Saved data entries
* * *

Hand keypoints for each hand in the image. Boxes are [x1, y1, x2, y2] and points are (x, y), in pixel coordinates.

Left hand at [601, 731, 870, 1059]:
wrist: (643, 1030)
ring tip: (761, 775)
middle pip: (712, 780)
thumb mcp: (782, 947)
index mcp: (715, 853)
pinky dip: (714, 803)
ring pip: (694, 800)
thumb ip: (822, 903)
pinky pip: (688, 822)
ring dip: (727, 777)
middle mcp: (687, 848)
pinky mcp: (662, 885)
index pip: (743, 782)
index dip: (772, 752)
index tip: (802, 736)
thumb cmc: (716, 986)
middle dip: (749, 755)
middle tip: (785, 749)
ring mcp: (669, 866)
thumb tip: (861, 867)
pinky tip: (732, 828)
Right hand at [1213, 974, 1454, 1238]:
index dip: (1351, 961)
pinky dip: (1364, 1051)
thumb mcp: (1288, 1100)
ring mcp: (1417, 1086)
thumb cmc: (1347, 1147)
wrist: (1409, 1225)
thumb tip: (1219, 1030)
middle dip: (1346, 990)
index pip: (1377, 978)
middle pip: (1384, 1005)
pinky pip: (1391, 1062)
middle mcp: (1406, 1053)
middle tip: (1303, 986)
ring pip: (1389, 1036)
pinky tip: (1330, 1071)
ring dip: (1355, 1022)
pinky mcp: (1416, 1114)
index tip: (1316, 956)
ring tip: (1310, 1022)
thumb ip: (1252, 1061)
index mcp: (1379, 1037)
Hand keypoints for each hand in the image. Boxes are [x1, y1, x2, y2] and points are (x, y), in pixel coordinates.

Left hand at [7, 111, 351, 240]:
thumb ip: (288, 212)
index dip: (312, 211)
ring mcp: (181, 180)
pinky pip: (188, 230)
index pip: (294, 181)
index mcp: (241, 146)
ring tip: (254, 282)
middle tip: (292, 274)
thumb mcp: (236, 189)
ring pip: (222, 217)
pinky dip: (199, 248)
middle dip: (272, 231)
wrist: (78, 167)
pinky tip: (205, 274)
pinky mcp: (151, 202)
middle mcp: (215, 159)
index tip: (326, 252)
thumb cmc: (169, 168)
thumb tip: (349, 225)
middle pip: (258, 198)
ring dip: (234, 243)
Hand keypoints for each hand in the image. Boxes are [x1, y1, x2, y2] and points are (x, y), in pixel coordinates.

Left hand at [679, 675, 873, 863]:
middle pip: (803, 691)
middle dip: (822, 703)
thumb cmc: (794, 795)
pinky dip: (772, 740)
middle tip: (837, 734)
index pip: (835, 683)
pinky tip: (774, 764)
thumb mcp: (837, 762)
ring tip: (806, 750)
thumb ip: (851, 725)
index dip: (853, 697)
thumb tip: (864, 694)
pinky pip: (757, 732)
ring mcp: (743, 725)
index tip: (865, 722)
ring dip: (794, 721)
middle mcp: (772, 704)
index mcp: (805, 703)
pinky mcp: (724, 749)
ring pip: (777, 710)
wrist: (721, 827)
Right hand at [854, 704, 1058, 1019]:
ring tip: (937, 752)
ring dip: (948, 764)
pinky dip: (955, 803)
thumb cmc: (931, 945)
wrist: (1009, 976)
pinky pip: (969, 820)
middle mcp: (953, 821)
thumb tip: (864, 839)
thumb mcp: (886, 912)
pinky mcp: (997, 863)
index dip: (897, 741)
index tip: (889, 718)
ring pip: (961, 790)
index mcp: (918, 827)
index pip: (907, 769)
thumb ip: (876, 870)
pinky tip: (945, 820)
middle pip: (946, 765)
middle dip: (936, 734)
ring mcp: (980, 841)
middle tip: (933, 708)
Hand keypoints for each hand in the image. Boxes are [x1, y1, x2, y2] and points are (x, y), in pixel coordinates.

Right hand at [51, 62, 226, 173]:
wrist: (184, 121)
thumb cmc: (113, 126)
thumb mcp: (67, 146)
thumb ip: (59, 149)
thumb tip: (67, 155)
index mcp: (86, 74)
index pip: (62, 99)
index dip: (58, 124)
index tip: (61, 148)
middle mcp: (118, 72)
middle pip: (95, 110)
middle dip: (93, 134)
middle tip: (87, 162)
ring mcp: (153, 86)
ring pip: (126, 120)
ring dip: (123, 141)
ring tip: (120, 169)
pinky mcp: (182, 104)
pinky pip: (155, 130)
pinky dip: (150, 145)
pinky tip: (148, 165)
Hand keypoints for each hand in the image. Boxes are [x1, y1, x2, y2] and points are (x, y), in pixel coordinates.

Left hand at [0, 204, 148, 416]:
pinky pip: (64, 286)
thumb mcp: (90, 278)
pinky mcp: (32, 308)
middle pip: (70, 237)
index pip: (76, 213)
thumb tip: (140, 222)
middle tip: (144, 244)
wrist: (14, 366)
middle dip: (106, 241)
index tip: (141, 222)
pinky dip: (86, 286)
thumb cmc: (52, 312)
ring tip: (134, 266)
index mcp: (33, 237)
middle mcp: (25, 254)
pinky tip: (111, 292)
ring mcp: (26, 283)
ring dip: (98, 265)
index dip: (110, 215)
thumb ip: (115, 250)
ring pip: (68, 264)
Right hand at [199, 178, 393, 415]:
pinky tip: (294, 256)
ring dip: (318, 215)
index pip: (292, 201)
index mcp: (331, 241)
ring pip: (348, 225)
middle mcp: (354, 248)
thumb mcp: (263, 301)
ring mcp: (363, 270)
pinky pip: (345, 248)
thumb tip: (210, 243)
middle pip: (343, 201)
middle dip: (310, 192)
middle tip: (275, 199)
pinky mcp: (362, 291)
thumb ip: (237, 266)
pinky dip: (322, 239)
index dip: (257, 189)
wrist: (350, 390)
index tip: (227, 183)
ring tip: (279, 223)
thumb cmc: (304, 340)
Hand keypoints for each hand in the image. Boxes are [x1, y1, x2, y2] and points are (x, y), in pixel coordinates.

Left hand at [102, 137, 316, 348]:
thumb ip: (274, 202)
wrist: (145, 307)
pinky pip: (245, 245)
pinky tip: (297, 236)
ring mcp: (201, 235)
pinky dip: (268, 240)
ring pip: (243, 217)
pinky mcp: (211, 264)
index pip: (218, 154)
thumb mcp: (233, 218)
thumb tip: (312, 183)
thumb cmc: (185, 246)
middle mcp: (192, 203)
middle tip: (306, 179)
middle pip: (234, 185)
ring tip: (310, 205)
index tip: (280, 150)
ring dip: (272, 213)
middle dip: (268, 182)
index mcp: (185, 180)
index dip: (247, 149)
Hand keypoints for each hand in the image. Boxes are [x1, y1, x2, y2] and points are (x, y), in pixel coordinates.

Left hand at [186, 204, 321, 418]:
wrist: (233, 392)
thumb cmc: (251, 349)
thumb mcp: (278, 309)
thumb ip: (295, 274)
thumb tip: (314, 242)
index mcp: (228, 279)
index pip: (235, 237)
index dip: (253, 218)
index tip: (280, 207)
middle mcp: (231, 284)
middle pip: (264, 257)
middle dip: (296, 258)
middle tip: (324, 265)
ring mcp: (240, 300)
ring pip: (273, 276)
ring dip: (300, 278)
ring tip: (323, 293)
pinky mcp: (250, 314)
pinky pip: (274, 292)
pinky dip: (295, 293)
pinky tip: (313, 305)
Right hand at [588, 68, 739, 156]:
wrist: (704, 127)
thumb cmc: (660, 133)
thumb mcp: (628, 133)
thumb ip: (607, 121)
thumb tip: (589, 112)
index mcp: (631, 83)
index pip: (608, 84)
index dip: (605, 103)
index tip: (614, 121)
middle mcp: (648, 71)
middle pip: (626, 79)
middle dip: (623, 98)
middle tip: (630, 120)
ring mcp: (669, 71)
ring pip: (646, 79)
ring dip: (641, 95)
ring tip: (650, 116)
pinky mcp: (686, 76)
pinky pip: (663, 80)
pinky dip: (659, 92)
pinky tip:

* * *

Starting at the line above that contains "thumb ip: (237, 266)", repeat each line exactly up to and including the line that contains "index pip: (218, 154)", and stop there.

thumb ip: (237, 266)
pinky dip: (322, 239)
index dip: (257, 189)
wrist: (350, 390)
index tip: (227, 183)
ring tip: (279, 223)
thumb cmc: (304, 340)
Hand keypoints for each hand in the image. Boxes are [x1, y1, x2, y2] and points are (x, y), in pixel coordinates.

Left hand at [102, 137, 316, 348]:
thumb ip: (274, 202)
wrist: (145, 307)
pinky pip: (245, 245)
pinky tip: (297, 236)
ring mcp: (201, 235)
pinky dip: (268, 240)
ring pip: (243, 217)
pinky mcp: (211, 264)
index pip: (218, 154)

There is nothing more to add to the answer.